これらの条件をすべて満たし、はじめて指定が受けられるのが「特定施設入居者生活介護」です。
そして、介護が必要になり、将来、要介護度が重くなったとしても安心して生活ができることから「介護付き」「ケア付き」の冠が付けられるのです。
つまり、「介護付き」「ケア付き」と表示がある施設は、「特定施設入居者生活介護」の指定を受けているということです。
例えば有料老人ホームの場合、「住宅型有料老人ホーム」では指定を受けていませんが、「介護付き有料老人ホーム」では指定を受けています。
施設選びのひとつの基準として、覚えておきましょう。
「特定施設入居者生活介護」のメリット
「特定施設入居者生活介護」のメリットは、特定施設にケアマネジャーが常勤しているため、入居者が自分で介護サービス事業者を探したり、契約する面倒な手間がなく、介護士から手厚い介護を受けられること。
そして、必要と考えられる介護が受けられるように、あらかじめ要介護度によってわかりやすい定額料金が設定されていることです(要介護1〜5の場合、日額500円〜800円程度)。
サービスの提供方法は、「一般型(内部提供型)」と「外部サービス利用型」の2タイプがあります。
「一般型(内部提供型)」は、特定施設のスタッフが24時間常勤して食事、排せつ、入浴から緊急時の対応、介護サービス計画まで行うタイプです。
「外部サービス利用型」は、介護サービス計画や生活相談、安否確認は施設で行い、介護サービスや入浴、リハビリテーション、通所リハビリテーション、福祉用具レンタルなどは、あらかじめ特定施設が契約している事業所が行います。
現状では多くが「一般型(内部提供型)」で、常勤のスタッフから手厚い介護を受けることができるのが、特定施設の大きなメリットといえるでしょう。

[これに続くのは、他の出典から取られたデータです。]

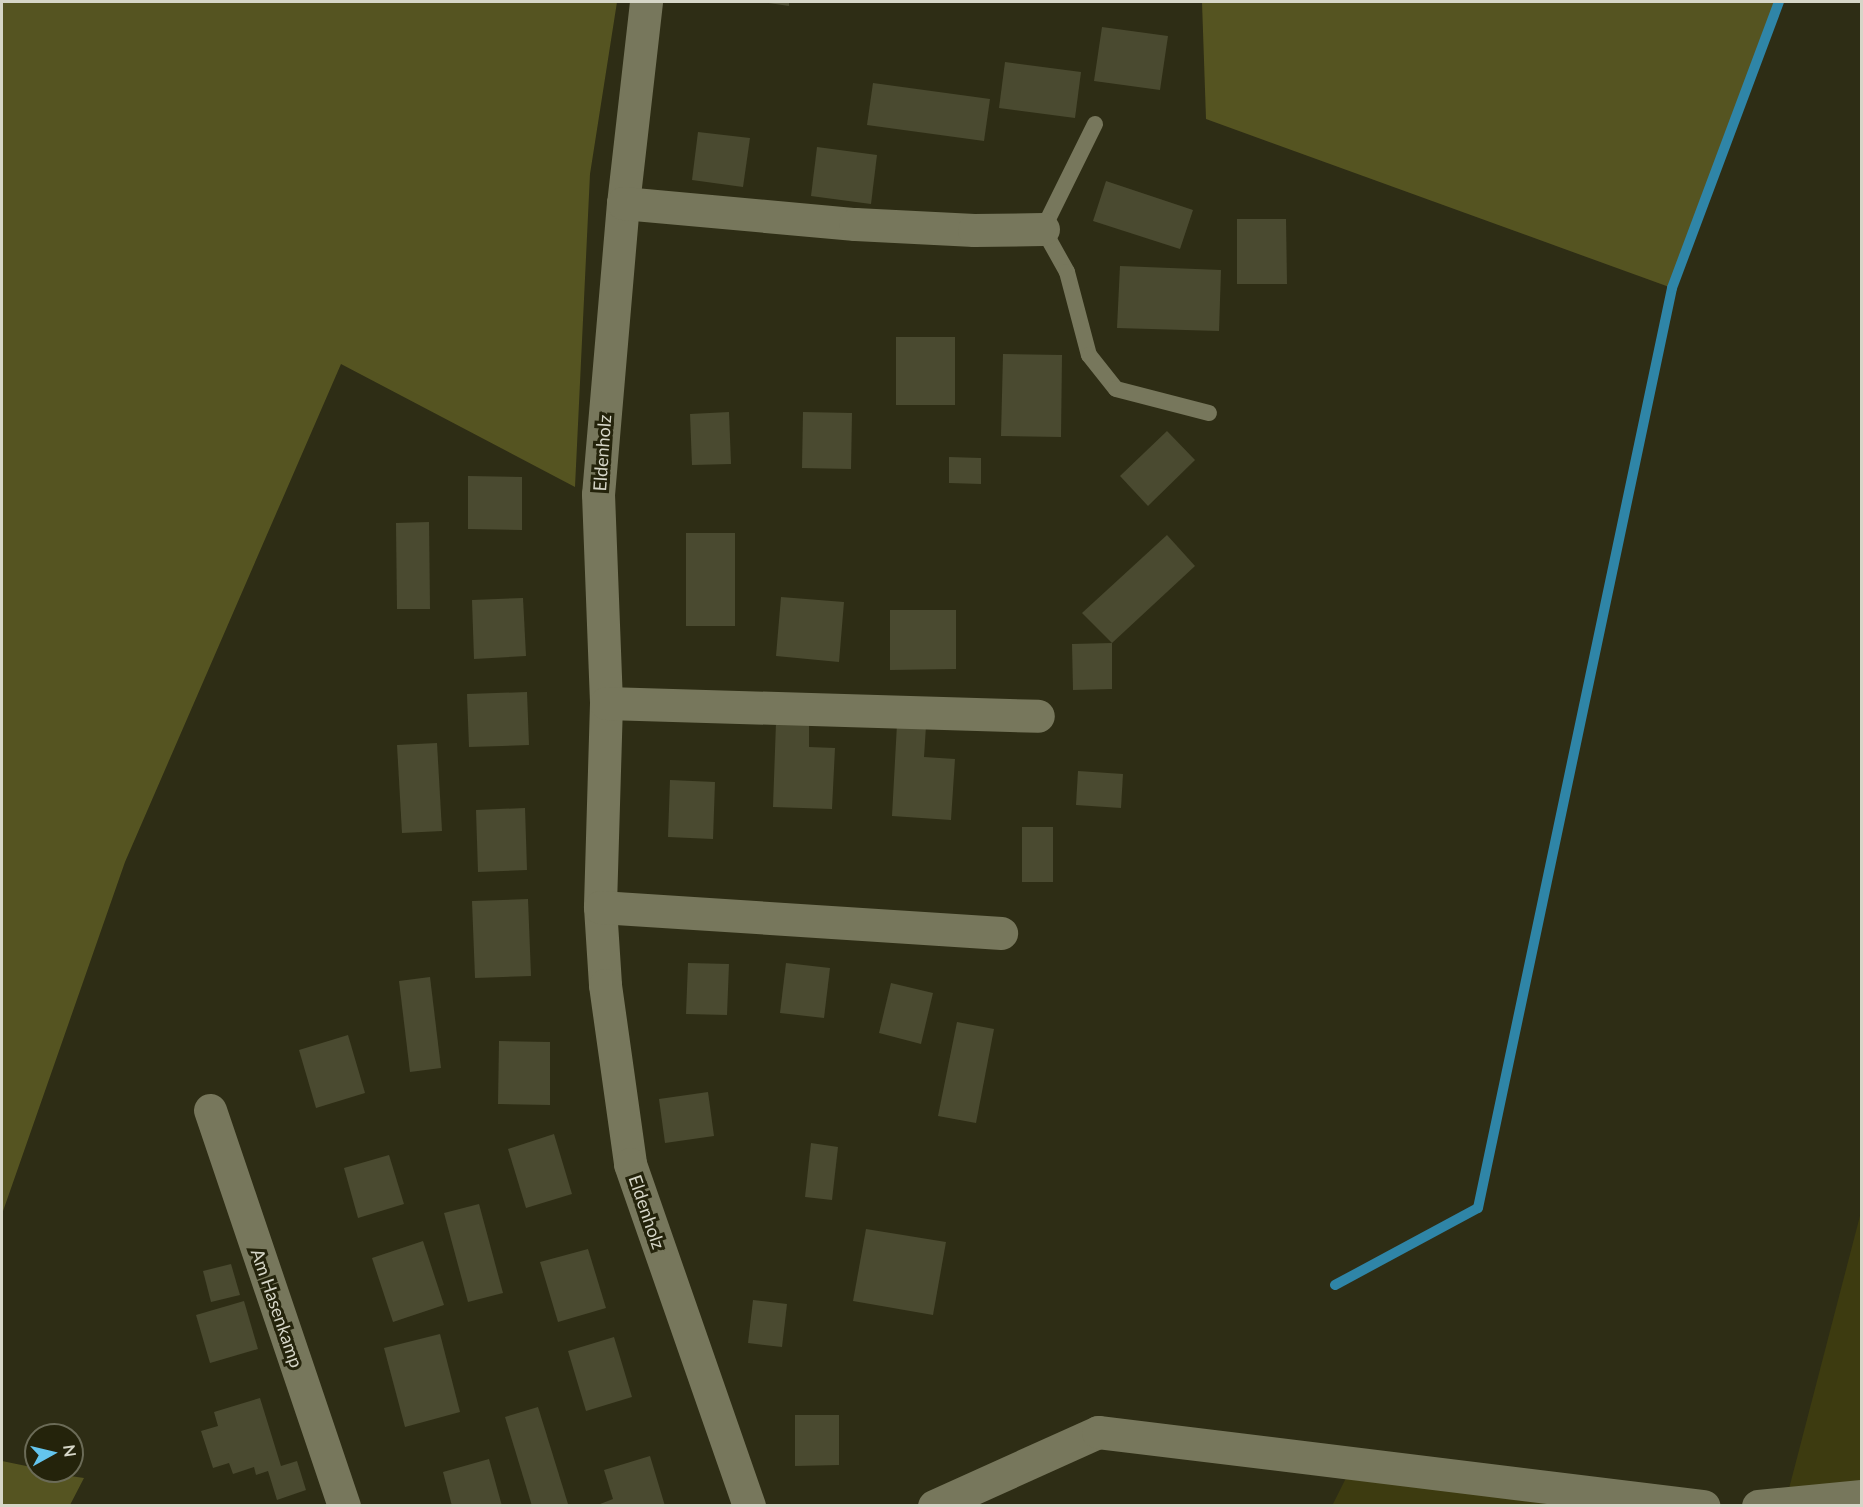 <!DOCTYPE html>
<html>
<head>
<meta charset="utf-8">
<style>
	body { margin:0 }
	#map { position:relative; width:1863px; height:1507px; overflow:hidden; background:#2e2d15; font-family:Lato,sans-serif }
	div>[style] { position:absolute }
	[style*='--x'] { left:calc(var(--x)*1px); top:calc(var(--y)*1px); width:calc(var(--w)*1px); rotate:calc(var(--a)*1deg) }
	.green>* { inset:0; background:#3d3b10 }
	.forest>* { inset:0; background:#555421 }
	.stream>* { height:10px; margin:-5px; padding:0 5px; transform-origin:5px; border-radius:5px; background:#2f85a7 }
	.building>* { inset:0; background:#4a4a30 }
	.service>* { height:16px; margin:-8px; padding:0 8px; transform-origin:8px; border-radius:8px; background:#77775c }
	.minor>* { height:33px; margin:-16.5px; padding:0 16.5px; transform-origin:16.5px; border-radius:16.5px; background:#77775c }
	span { translate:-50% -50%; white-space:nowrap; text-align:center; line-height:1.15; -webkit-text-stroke:6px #24230b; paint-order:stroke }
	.street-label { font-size:18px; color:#d6d6c8 }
	.frame { position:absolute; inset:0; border:3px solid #d6d6c8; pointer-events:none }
	.north { position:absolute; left:24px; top:1423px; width:60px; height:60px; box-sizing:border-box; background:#24230b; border:2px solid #6b6b57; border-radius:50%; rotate:82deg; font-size:16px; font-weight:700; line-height:24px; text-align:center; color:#d6d6c8 }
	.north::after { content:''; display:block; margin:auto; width:21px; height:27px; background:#64c5ee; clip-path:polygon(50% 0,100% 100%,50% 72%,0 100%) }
</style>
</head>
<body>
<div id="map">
	<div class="green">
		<div style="clip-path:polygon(1861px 1212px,1861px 1505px,1785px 1504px)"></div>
		<div style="clip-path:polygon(1353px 1464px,1703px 1506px,1332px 1506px)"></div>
	</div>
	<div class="forest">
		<div style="clip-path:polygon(2px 2px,617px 2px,590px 174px,575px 487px,341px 364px,125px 862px,2px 1214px)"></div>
		<div style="clip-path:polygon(1202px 2px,1779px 2px,1672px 288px,1206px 119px)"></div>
		<div style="clip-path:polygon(2px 1461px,36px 1468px,36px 1471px,84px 1478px,70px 1505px,2px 1505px)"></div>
	</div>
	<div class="stream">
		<div style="--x:1335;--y:1285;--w:162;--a:-28.3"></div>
		<div style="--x:1478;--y:1208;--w:940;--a:-78.09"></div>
		<div style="--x:1672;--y:288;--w:305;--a:-69.5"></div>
	</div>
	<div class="building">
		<div style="clip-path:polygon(762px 2px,789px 2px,789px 6px)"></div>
		<div style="clip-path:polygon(1102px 27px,1168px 36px,1160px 90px,1094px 81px)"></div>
		<div style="clip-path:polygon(1005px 62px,1081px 72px,1075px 118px,999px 108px)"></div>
		<div style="clip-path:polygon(873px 83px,990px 99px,984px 141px,867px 125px)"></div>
		<div style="clip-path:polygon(698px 132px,750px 138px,743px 187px,692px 180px)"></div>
		<div style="clip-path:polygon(817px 147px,877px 155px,871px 204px,811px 196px)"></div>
		<div style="clip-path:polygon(1106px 181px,1193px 210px,1180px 249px,1093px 221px)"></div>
		<div style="clip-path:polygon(1237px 219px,1286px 219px,1287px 284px,1237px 284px)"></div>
		<div style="clip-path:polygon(1120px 266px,1221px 270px,1219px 331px,1117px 328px)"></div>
		<div style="clip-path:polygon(896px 337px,955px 337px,955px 405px,896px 405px)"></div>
		<div style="clip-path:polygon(1003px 354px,1062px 355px,1061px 437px,1001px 436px)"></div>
		<div style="clip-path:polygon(729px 412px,731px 464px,692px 465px,690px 414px)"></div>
		<div style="clip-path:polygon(803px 412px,852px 413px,851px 469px,802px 468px)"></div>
		<div style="clip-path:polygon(1167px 431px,1195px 460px,1148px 506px,1120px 476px)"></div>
		<div style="clip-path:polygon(949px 457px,981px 458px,981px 484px,949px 483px)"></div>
		<div style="clip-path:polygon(468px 476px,522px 477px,522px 530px,468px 529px)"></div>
		<div style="clip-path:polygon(429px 522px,430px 609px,397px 609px,396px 523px)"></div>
		<div style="clip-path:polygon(686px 533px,735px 533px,735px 626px,686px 626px)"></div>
		<div style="clip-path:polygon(1167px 535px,1195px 566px,1112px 643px,1082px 613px)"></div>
		<div style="clip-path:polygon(781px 597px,844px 602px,839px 662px,776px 656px)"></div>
		<div style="clip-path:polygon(523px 598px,526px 656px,474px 659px,472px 600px)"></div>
		<div style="clip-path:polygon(890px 610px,956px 610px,956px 669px,890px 670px)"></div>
		<div style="clip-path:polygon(1112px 643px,1112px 689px,1073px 690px,1072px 644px)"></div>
		<div style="clip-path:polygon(527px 692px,529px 745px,469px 747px,467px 694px)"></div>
		<div style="clip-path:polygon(776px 722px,809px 723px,809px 747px,835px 748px,832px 809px,773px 807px)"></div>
		<div style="clip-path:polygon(897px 724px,926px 726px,924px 757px,955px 759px,951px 820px,892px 816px)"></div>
		<div style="clip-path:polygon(437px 743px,442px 831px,402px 833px,397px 745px)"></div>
		<div style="clip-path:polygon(1078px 771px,1123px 774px,1121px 808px,1076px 805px)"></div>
		<div style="clip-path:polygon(670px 780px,715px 782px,713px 839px,668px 837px)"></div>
		<div style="clip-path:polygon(525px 808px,527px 870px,478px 872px,476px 810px)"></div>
		<div style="clip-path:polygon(1022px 827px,1053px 827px,1053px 882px,1022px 882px)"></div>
		<div style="clip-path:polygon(528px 899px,531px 976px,475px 978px,472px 901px)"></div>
		<div style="clip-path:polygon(688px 963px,729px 964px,727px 1015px,686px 1014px)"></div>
		<div style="clip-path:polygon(786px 963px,830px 968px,824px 1018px,780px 1013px)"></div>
		<div style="clip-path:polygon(430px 977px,441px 1068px,410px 1072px,399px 981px)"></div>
		<div style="clip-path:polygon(891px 983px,933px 993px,921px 1044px,879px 1033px)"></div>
		<div style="clip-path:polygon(957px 1022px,994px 1029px,976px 1123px,938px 1116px)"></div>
		<div style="clip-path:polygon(348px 1035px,365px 1093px,316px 1108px,299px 1050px)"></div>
		<div style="clip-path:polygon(499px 1041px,550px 1042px,550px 1105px,498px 1104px)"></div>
		<div style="clip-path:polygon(708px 1092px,714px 1136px,665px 1143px,659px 1099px)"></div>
		<div style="clip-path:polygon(554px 1134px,572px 1194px,526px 1208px,508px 1149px)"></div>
		<div style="clip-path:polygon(811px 1143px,838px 1147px,832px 1200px,805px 1197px)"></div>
		<div style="clip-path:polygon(389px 1155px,404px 1204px,358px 1218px,344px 1168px)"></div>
		<div style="clip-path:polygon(479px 1204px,503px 1293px,468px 1302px,444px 1213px)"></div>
		<div style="clip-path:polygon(866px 1229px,946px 1242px,933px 1315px,853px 1301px)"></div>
		<div style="clip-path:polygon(423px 1241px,444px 1305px,393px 1322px,372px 1258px)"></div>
		<div style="clip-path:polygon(588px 1249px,606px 1308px,558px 1322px,540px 1262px)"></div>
		<div style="clip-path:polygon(231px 1264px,240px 1295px,211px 1302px,203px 1271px)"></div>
		<div style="clip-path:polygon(753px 1300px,787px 1304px,782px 1347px,748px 1343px)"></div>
		<div style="clip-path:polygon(244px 1301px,258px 1349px,210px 1363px,196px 1315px)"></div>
		<div style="clip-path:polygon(440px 1334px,460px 1412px,405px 1427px,384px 1348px)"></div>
		<div style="clip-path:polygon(614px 1337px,632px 1397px,586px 1411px,568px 1351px)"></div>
		<div style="clip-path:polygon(260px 1398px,281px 1466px,297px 1461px,306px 1490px,277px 1500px,268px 1471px,256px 1475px,254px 1467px,233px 1474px,229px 1463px,213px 1468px,201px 1431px,218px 1426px,214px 1412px)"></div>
		<div style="clip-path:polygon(538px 1407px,568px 1504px,564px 1506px,532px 1506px,505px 1417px)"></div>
		<div style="clip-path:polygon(795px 1415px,839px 1415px,839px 1465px,795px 1466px)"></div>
		<div style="clip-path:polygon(650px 1456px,665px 1506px,595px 1506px,613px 1499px,604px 1470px)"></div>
		<div style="clip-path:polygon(489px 1459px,502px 1506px,452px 1506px,443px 1472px)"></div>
	</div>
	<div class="service">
		<div style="--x:1095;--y:124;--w:117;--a:116.3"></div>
		<div style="--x:1043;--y:229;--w:49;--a:60.8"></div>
		<div style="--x:1067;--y:272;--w:86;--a:75.2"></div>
		<div style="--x:1089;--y:355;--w:43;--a:51.5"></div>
		<div style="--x:1116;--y:389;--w:96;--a:14.5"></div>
	</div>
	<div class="minor">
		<div style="--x:646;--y:2;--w:202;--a:96.5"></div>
		<div style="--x:623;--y:203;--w:292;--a:94.9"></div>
		<div style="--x:598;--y:494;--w:209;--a:87.8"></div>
		<div style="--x:606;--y:703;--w:204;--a:91.7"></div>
		<div style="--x:600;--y:907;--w:78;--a:86.3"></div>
		<div style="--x:605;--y:985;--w:181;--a:82"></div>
		<div style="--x:630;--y:1164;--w:362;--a:70.8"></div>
		<div style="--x:623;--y:203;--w:233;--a:5.2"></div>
		<div style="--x:855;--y:224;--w:119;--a:2.9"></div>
		<div style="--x:974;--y:230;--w:69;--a:-0.8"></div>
		<div style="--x:606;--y:703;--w:432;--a:1.7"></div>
		<div style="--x:600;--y:907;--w:402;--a:3.7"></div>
		<div style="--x:210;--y:1110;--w:418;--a:71.3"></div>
		<div style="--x:934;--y:1506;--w:180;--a:-24.3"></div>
		<div style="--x:1098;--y:1432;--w:610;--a:6.97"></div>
		<div style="--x:1758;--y:1506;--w:104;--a:-5.5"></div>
	</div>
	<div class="street-label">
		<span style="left:602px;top:453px;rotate:-86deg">Eldenholz</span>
		<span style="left:647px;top:1212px;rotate:71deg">Eldenholz</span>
		<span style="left:277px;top:1308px;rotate:71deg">Am Hasenkamp</span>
	</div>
	<div class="frame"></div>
	<div class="north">N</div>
</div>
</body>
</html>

有料老人ホームには「介護付き」「健康型」「住宅型」があり、ケアハウスには「介護型」「自立型(一般型)」が、サービス付き高齢者向け住宅にも「特定施設」「一般型」があります。
さまざまな呼び名があり、わかりにくい面もありますが、「特定施設入居者生活介護」を知っていればホーム選びの目安になるでしょう。
介護が必要になった場合には、在宅介護と同じように訪問介護など外部の介護サービス事業所と契約しなければならい施設もあります。
入居者がどれだけ介護を必要としているかによって、どちらのほうが費用を抑えられるのかも変わってきます。将来の状況も考えながら選択するようにしましょう。